Shape of Motion: 4D Reconstruction from a Single Video¶
Conference: ICCV 2025
arXiv: 2407.13764
Code: Project Page
Area: 3D Vision
Keywords: 4D reconstruction, dynamic scenes, 3D Gaussian splatting, SE(3) motion basis, monocular video
TL;DR¶
This paper proposes a dynamic 3D Gaussian representation based on \(\mathbb{SE}(3)\) motion bases, recovering globally consistent 3D motion trajectories from monocular video while simultaneously enabling real-time novel view synthesis and long-range 3D tracking, outperforming prior methods comprehensively on the iPhone and Kubric datasets.
Background & Motivation¶
Reconstructing dynamic 3D scenes from monocular video is a long-standing challenge in vision, severely underconstrained since moving objects are observed from only a single viewpoint at each moment.
Limitations of existing methods:
Multi-view methods: Require synchronized multi-camera rigs or LiDAR sensors, limiting practical applicability.
Short-range scene flow: Only computes 3D motion between consecutive frames (e.g., DynIBaR), failing to capture long-range 3D trajectories across the video.
Deformation field methods: Such as HyperNeRF and Deformable-3DGS, model motion via canonical-to-observation-space mappings, but struggle with large-motion scenarios.
Frame-space 3D tracking: Such as DELTA and SpatialTracker, predict motion in per-frame coordinate systems, entangling object and camera motion.

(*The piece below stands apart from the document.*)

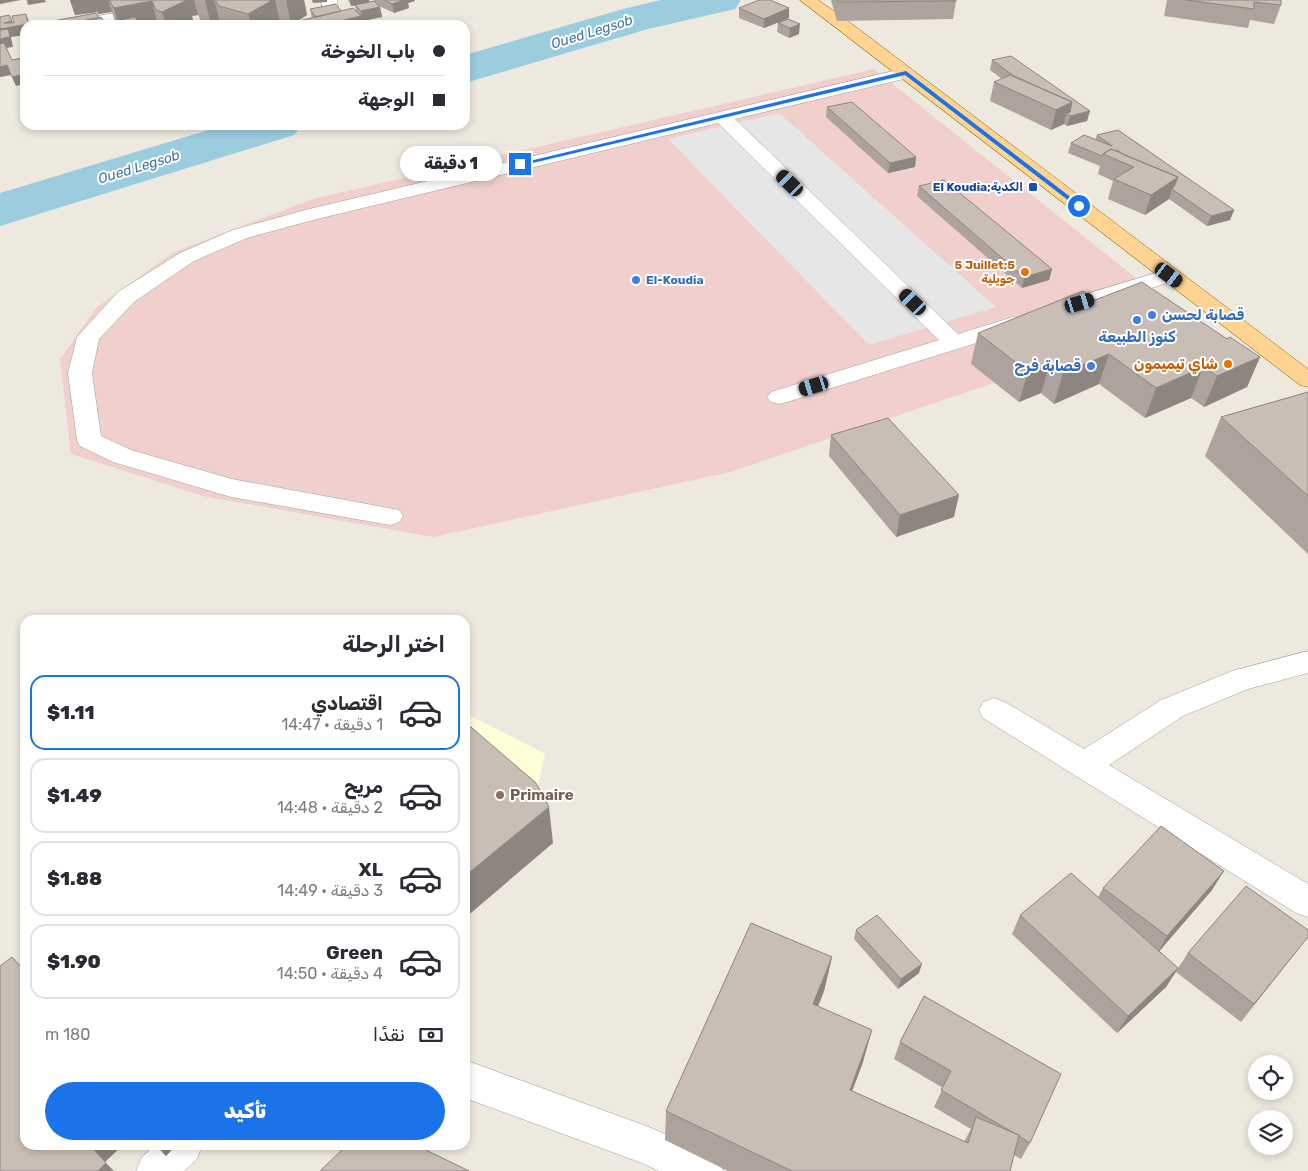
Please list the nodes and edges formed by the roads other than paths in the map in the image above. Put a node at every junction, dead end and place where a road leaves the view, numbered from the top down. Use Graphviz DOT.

Two core insights: - Low-dimensional structure of motion: Image-space dynamics may be complex and discontinuous, but the underlying 3D motion is a composition of continuous, simple rigid motions. - Complementarity of data-driven priors: Monocular depth estimation and long-range 2D tracking provide complementary yet noisy cues that can be fused into a globally consistent representation.
Method¶
Overall Architecture¶
The input consists of an RGB video, camera parameters, monocular depth maps, and long-range 2D tracked points. The method optimizes a dynamic 3D Gaussian scene representation, decomposing the scene into static Gaussians (standard 3DGS) and dynamic Gaussians (with motion trajectories), jointly optimized and rendered.
Key Designs¶
-
\(\mathbb{SE}(3)\) Motion Basis Representation:
- Defines \(B \ll N\) globally shared basis trajectories \(\{\mathbf{T}_{0 \to t}^{(b)}\}_{b=1}^B\) (with \(B=10\) in experiments).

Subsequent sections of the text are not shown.